Phishing scams use deceptive email or text communications to deceive you into disclosing personal information so that passwords and account numbers can be stolen. To obtain access, these scams may install malware on your devices. Fake invoices or spoofs of well-known companies are examples of phishing tactics. An email may inform you that your account has been compromised, request that you click on a link to validate information or inform you that you have been a victim of fraud.
False emails and SMS are the most prevalent way for hackers to get unauthorized access to accounts and commit banking fraud and other types of fraud. In only one year, victims of phishing operations lost $57 million, according to the FBI.
Scams Involving fictitious Government Agencies.
People claim to be from the Social Security Administration (SSA) or the Internal Revenue Service (IRS) when they call or text (IRS). If you don’t pay an outstanding tax bill, they may ask for your social security number to verify your identification, threaten you with arrest, or ask for your social security number to prove your identity. Gift cards are frequently requested as payment.
Don’t get taken in by it. The Social Security Administration and the Internal Revenue Service never ask for personal information over the phone, and the IRS also never demands immediate payment over the phone. Any formal correspondence will be sent through a letter.
Scams in Tech Support
Tech support fraud is another common scam that is circulating. You may receive a pop-up on your computer, an email, or a phone call claiming that your machine has been infected with malware or a virus. They may pretend to be from Microsoft or Apple and offer to fix your computer for a cost. They’ll want remote access to your machine from you.
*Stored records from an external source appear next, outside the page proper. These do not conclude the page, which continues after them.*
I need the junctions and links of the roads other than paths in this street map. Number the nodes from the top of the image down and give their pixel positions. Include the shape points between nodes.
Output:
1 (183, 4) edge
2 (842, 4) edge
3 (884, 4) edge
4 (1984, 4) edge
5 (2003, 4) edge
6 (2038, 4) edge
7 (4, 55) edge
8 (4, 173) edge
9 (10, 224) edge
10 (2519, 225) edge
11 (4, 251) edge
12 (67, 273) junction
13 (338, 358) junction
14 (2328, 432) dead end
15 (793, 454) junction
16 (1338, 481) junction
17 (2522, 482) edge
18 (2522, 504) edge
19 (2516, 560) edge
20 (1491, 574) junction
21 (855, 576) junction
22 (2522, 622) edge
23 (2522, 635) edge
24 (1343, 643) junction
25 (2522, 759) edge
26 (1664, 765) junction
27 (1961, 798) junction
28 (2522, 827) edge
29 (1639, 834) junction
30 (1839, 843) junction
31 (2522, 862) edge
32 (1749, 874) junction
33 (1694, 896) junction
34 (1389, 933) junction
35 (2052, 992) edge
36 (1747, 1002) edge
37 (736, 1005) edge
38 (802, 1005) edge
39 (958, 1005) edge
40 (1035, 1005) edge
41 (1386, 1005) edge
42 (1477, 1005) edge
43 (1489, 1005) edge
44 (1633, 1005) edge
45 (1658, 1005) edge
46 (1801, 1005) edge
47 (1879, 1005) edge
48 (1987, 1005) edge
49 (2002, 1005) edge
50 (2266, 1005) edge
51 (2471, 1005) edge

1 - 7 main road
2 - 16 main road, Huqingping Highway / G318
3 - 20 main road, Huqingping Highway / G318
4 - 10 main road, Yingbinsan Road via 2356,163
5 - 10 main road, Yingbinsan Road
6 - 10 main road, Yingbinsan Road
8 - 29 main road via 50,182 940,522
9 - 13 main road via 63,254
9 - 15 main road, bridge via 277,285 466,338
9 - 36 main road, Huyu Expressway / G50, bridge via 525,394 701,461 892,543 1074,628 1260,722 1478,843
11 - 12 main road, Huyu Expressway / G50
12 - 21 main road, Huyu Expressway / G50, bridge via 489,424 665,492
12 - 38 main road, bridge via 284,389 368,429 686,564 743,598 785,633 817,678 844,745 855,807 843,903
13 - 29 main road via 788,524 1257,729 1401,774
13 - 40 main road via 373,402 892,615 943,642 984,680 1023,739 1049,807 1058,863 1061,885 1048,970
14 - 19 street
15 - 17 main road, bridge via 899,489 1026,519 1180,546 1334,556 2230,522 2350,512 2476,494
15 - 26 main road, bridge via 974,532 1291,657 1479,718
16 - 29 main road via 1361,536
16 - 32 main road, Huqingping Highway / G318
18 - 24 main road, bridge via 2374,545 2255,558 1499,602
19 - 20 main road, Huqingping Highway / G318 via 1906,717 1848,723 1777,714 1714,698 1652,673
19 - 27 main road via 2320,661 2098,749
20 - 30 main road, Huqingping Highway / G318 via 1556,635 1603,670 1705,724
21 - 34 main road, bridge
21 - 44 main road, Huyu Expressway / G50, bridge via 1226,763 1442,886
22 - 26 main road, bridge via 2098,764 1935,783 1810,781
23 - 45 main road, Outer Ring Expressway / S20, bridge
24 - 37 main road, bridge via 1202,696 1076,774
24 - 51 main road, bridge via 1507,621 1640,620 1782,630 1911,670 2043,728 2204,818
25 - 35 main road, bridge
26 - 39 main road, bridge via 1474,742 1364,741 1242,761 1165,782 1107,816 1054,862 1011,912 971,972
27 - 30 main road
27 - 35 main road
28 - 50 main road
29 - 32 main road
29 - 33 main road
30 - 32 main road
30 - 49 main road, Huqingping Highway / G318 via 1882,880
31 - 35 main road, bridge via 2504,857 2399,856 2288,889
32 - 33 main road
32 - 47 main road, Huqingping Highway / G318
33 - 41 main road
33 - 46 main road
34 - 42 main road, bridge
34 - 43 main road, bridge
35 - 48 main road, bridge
Online Stores that are Fake
Cybercriminals can simply put up bogus web storefronts selling what appears to be genuine goods. Scammers will quickly run up your bill if you supply your credit card or payment information by charging you substantially higher prices for things or making extra purchases with your information.
Scams on the phone
People lose a lot of money as a result of phone scams, often their entire life savings. Scammers have devised a plethora of methods for defrauding you of your funds over the phone. They appear nice and helpful in some scams. Others may threaten you or try to terrify you. You can bet on a phone scammer attempting to obtain your money or personal information in order to commit identity theft. Don’t hand it over to them.
If a corporation wants to call you with a robocall, it must first get your written authorization. You shouldn’t get live sales calls from companies you haven’t done business with before if you’re on the National Do Not Call Registry. Those calls are against the law. There’s a significant possibility it’s a scam if someone is already breaking the law by calling you. It’s a corporation you don’t want to do business with, at the very least.